■ **Work required**: The only acceptable output is every entry, printed exactly.

■ **Material provided**:
☆ ☆ ☆ ☆ ☆ ☆ ☆

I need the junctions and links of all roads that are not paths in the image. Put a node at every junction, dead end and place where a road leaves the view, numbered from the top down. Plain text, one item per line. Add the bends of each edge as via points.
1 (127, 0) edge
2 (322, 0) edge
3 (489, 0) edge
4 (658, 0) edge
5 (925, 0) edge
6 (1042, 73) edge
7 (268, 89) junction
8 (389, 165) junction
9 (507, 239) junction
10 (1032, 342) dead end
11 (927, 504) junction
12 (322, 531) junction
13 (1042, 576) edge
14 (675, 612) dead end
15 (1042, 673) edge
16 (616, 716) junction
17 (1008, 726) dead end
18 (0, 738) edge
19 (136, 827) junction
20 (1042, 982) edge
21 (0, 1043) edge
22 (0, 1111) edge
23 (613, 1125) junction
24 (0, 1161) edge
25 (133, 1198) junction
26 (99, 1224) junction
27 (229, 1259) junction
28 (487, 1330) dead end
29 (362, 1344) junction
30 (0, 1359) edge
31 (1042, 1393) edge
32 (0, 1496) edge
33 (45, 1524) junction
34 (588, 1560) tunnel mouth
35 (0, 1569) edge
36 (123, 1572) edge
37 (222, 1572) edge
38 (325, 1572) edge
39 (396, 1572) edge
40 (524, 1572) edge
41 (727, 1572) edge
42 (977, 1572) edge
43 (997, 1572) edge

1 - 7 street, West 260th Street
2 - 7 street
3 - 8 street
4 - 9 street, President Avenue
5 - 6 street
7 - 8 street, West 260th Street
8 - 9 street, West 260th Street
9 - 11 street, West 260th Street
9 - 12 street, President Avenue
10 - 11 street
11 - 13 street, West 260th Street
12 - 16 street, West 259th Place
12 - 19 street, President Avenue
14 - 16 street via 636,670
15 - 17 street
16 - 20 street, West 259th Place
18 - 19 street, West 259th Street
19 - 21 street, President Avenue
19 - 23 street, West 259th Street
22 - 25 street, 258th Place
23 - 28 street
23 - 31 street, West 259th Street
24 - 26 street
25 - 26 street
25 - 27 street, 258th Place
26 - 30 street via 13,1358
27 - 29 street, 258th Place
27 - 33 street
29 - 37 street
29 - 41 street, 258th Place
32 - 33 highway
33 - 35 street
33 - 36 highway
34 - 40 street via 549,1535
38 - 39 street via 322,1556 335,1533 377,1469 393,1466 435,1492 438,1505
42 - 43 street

☆ ☆ ☆ ☆ ☆ ☆ ☆

■ **Final answer**:
I need the junctions and links of all roads that are not paths in the image. Put a node at every junction, dead end and place where a road leaves the view, numbered from the top down. Plain text, one item per line. Add the bends of each edge as via points.
1 (127, 0) edge
2 (322, 0) edge
3 (489, 0) edge
4 (658, 0) edge
5 (925, 0) edge
6 (1042, 73) edge
7 (268, 89) junction
8 (389, 165) junction
9 (507, 239) junction
10 (1032, 342) dead end
11 (927, 504) junction
12 (322, 531) junction
13 (1042, 576) edge
14 (675, 612) dead end
15 (1042, 673) edge
16 (616, 716) junction
17 (1008, 726) dead end
18 (0, 738) edge
19 (136, 827) junction
20 (1042, 982) edge
21 (0, 1043) edge
22 (0, 1111) edge
23 (613, 1125) junction
24 (0, 1161) edge
25 (133, 1198) junction
26 (99, 1224) junction
27 (229, 1259) junction
28 (487, 1330) dead end
29 (362, 1344) junction
30 (0, 1359) edge
31 (1042, 1393) edge
32 (0, 1496) edge
33 (45, 1524) junction
34 (588, 1560) tunnel mouth
35 (0, 1569) edge
36 (123, 1572) edge
37 (222, 1572) edge
38 (325, 1572) edge
39 (396, 1572) edge
40 (524, 1572) edge
41 (727, 1572) edge
42 (977, 1572) edge
43 (997, 1572) edge

1 - 7 street, West 260th Street
2 - 7 street
3 - 8 street
4 - 9 street, President Avenue
5 - 6 street
7 - 8 street, West 260th Street
8 - 9 street, West 260th Street
9 - 11 street, West 260th Street
9 - 12 street, President Avenue
10 - 11 street
11 - 13 street, West 260th Street
12 - 16 street, West 259th Place
12 - 19 street, President Avenue
14 - 16 street via 636,670
15 - 17 street
16 - 20 street, West 259th Place
18 - 19 street, West 259th Street
19 - 21 street, President Avenue
19 - 23 street, West 259th Street
22 - 25 street, 258th Place
23 - 28 street
23 - 31 street, West 259th Street
24 - 26 street
25 - 26 street
25 - 27 street, 258th Place
26 - 30 street via 13,1358
27 - 29 street, 258th Place
27 - 33 street
29 - 37 street
29 - 41 street, 258th Place
32 - 33 highway
33 - 35 street
33 - 36 highway
34 - 40 street via 549,1535
38 - 39 street via 322,1556 335,1533 377,1469 393,1466 435,1492 438,1505
42 - 43 street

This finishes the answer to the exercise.